======== AVAILABLE DATA ========
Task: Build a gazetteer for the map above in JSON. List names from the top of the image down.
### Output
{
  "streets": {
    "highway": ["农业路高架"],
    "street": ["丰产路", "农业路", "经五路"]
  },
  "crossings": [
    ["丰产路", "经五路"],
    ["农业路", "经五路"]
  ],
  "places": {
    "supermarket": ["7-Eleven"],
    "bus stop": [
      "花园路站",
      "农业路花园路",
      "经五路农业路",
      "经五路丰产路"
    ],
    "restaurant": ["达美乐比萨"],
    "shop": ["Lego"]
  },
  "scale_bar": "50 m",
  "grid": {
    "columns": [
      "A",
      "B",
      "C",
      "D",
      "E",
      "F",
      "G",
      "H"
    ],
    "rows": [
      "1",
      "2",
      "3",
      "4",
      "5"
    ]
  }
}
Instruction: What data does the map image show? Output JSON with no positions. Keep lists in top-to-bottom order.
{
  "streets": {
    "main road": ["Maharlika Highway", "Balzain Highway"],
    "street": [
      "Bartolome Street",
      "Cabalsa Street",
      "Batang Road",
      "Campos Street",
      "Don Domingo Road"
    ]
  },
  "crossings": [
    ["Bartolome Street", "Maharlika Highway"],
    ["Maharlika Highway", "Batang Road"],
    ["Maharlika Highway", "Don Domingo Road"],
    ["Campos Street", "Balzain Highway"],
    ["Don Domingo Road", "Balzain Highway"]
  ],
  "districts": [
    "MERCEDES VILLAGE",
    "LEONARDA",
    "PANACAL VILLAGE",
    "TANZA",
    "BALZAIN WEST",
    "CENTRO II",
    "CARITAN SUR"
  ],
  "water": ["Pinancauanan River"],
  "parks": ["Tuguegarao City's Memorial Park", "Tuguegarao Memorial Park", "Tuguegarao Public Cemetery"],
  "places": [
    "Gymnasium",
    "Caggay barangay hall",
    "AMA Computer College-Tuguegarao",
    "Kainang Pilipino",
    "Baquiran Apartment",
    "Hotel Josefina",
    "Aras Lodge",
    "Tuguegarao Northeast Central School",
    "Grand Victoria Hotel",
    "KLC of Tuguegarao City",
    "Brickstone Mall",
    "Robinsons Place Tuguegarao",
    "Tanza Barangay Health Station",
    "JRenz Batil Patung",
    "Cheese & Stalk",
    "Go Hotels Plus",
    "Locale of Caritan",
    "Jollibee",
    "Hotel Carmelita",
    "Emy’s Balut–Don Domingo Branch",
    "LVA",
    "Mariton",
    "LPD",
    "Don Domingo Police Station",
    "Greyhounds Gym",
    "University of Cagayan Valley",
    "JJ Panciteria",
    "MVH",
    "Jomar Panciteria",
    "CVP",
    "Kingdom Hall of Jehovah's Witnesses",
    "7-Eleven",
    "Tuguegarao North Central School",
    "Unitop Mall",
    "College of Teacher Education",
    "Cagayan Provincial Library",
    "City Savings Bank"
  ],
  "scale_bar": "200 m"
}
========
▸ YOUR OBJECTIVE
In the records, how many lines hold the word "JSON"? Answer with the number and no other words.

▸ THE COMPLETED TASK
2